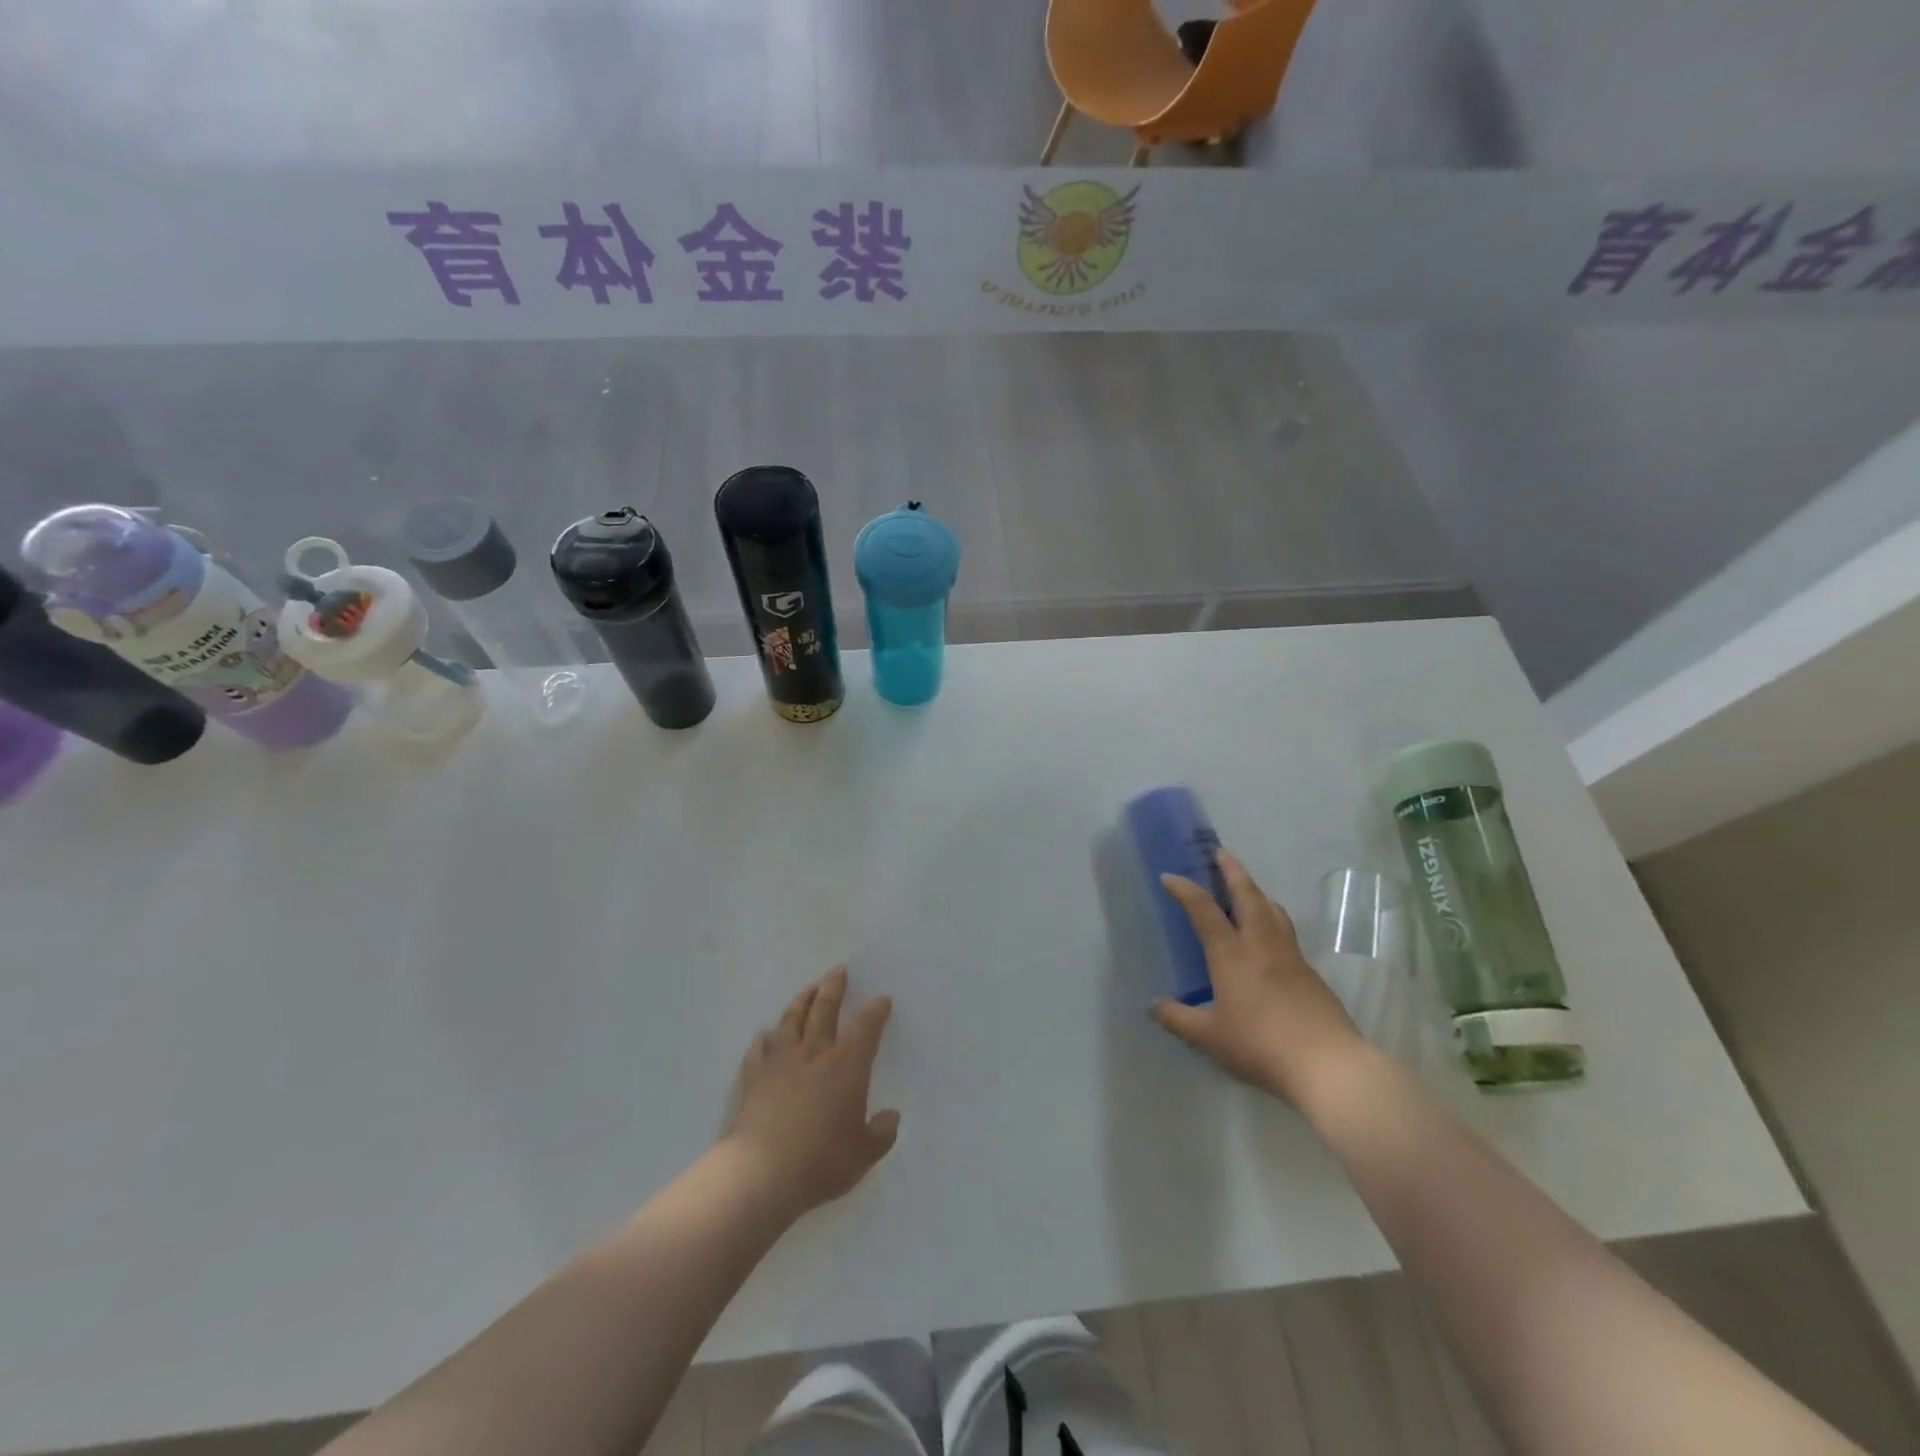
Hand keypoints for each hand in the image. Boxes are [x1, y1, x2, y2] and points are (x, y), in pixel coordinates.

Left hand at [723, 967, 899, 1219]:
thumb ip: (881, 1134)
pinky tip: (764, 1034)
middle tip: (838, 970)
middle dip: (834, 987)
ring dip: (802, 1001)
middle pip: (825, 1009)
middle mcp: (815, 1053)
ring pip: (791, 1020)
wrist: (761, 1173)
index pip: (866, 1028)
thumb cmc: (820, 1162)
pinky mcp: (754, 1077)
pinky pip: (759, 1049)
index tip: (882, 1000)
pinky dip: (764, 1039)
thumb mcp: (863, 1155)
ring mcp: (781, 1062)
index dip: (876, 1012)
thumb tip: (891, 1117)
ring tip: (808, 989)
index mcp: (847, 1065)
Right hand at [1152, 849, 1366, 1104]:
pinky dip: (1272, 919)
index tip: (1169, 876)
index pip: (1203, 909)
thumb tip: (1154, 1006)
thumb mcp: (1209, 1037)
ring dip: (1256, 891)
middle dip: (1233, 871)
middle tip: (1221, 854)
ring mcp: (1290, 956)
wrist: (1327, 1064)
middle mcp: (1261, 944)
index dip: (1184, 889)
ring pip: (1273, 910)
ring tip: (1246, 888)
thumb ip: (1178, 1018)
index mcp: (1231, 954)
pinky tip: (1268, 937)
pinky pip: (1285, 932)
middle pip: (1248, 895)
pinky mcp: (1310, 973)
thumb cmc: (1260, 1045)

Assigned task.
Exclude images. Return the data above verbatim.

Finished task.
Hand keypoints for each hand in the image. Boxes are [x1, y1, x2, y2] and points are (x, y), in pixel coordinates.

Left hand at [723, 967, 899, 1219]:
thumb ip: (881, 1134)
pinky tip: (764, 1034)
middle tip: (838, 970)
middle dip: (834, 987)
ring dip: (802, 1001)
middle pip: (825, 1009)
middle mcp: (815, 1053)
ring pip: (791, 1020)
wrist: (761, 1173)
index pip: (866, 1028)
thumb cmc: (820, 1162)
pinky mcp: (754, 1077)
pinky pip: (759, 1049)
index tip: (882, 1000)
pinky dip: (764, 1039)
thumb mcp: (863, 1155)
ring mcp: (781, 1062)
index dip: (876, 1012)
thumb tip: (891, 1117)
ring tip: (808, 989)
index mcp: (847, 1065)
Right hand at [1152, 849, 1366, 1104]:
pinky dip: (1272, 919)
index tip: (1169, 876)
index pip: (1203, 909)
thumb tip: (1154, 1006)
thumb mcp: (1209, 1037)
ring dip: (1256, 891)
middle dip: (1233, 871)
middle tip: (1221, 854)
ring mcp: (1290, 956)
wrist: (1327, 1064)
middle mcp: (1261, 944)
index dip: (1184, 889)
ring pip: (1273, 910)
ring tip: (1246, 888)
thumb ip: (1178, 1018)
index mcp: (1231, 954)
pinky tip: (1268, 937)
pinky pip: (1285, 932)
middle pip: (1248, 895)
pinky mcp: (1310, 973)
thumb cmc: (1260, 1045)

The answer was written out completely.